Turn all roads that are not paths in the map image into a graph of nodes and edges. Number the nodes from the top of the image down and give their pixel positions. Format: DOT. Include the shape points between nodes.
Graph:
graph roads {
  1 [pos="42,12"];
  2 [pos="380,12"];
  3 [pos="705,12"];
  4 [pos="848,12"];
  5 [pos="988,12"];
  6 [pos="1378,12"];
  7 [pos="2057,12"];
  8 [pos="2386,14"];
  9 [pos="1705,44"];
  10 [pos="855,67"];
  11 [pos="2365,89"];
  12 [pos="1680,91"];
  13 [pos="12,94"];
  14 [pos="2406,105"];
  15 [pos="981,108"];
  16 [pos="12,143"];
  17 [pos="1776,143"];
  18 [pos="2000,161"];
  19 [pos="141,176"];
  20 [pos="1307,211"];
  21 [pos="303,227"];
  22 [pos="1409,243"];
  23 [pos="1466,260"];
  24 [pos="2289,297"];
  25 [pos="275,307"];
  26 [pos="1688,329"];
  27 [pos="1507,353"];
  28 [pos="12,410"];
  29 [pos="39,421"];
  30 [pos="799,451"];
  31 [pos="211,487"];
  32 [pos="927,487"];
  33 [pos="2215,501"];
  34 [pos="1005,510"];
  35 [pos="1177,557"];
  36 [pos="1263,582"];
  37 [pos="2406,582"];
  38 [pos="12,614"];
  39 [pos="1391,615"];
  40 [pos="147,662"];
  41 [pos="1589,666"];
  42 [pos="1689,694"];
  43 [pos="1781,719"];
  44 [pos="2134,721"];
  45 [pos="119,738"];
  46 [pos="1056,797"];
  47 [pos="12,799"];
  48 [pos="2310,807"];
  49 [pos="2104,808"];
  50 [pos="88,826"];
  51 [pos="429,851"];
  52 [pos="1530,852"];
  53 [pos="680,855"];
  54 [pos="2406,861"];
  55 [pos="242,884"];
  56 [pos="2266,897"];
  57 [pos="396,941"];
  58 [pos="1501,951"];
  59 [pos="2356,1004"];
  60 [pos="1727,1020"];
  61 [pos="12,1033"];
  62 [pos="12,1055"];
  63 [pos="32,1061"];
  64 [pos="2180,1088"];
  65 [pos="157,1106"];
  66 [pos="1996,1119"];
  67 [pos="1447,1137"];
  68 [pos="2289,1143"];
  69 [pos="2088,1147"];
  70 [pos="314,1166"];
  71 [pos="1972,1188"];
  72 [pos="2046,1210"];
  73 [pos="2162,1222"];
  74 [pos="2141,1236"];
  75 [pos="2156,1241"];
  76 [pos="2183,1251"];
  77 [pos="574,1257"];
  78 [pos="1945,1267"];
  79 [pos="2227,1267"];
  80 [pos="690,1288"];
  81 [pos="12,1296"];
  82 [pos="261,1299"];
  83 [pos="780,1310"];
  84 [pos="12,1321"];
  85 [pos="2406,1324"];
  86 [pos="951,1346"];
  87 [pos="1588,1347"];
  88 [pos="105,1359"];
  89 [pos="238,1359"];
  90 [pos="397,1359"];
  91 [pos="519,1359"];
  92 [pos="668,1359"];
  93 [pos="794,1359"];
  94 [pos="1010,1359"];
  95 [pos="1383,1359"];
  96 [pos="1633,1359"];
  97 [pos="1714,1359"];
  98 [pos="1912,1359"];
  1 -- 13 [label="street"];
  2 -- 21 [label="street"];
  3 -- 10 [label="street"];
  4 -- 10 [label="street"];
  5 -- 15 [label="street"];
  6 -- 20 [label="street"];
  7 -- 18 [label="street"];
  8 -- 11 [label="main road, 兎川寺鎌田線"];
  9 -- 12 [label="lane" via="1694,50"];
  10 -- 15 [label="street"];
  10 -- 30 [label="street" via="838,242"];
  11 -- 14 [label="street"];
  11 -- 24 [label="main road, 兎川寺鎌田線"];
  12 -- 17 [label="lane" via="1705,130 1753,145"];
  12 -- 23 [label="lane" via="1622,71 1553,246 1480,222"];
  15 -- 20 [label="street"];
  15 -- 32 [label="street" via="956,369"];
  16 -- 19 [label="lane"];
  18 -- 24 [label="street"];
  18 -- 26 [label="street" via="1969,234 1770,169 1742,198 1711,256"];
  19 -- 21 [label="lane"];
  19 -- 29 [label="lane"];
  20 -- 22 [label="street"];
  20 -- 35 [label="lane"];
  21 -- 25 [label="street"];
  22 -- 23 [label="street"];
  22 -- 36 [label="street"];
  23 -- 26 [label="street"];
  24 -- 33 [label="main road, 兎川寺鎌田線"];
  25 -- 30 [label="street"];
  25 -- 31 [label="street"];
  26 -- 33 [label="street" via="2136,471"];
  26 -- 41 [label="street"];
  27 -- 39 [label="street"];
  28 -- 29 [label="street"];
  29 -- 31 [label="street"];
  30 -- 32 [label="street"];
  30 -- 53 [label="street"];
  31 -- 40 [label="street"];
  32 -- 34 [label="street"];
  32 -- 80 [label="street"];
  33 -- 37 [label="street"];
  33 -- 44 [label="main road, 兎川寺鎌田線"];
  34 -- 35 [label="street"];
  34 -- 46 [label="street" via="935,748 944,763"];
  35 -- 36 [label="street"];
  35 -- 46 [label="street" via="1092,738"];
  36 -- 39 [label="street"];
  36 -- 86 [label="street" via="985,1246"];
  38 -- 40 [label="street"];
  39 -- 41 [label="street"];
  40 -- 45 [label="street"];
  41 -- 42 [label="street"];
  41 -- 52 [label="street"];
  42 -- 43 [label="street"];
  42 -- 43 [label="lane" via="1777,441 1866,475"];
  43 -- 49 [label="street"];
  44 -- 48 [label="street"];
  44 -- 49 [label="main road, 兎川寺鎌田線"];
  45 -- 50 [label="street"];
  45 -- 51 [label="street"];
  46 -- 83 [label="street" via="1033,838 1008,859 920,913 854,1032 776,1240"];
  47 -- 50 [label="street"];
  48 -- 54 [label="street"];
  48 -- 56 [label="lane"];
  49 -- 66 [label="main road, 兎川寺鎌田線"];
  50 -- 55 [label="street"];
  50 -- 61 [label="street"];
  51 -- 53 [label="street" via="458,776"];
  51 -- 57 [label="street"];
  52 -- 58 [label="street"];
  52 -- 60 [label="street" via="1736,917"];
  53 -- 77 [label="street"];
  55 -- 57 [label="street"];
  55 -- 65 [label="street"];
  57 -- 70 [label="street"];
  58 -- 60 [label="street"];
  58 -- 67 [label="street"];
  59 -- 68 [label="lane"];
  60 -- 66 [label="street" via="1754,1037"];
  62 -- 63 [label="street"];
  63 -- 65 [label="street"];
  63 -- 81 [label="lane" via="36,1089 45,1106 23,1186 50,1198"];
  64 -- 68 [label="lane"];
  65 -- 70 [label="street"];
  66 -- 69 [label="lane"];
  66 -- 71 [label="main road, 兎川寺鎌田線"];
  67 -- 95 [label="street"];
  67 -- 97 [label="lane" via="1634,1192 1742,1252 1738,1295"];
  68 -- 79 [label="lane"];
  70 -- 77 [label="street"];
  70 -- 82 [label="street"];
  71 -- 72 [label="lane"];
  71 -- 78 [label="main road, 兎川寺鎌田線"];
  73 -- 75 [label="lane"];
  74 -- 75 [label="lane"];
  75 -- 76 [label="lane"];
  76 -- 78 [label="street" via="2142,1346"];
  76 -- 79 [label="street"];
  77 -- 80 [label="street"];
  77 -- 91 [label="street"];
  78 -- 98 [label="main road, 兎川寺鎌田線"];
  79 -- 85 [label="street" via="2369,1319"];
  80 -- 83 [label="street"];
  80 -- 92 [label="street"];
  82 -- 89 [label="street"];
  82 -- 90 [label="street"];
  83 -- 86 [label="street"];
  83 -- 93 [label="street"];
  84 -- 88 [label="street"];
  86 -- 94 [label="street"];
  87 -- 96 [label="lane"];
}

════════

The task calls for every line of the material that contains the string "main".

__Completed task__
  8 -- 11 [label="main road, 兎川寺鎌田線"];
  11 -- 24 [label="main road, 兎川寺鎌田線"];
  24 -- 33 [label="main road, 兎川寺鎌田線"];
  33 -- 44 [label="main road, 兎川寺鎌田線"];
  44 -- 49 [label="main road, 兎川寺鎌田線"];
  49 -- 66 [label="main road, 兎川寺鎌田線"];
  66 -- 71 [label="main road, 兎川寺鎌田線"];
  71 -- 78 [label="main road, 兎川寺鎌田線"];
  78 -- 98 [label="main road, 兎川寺鎌田線"];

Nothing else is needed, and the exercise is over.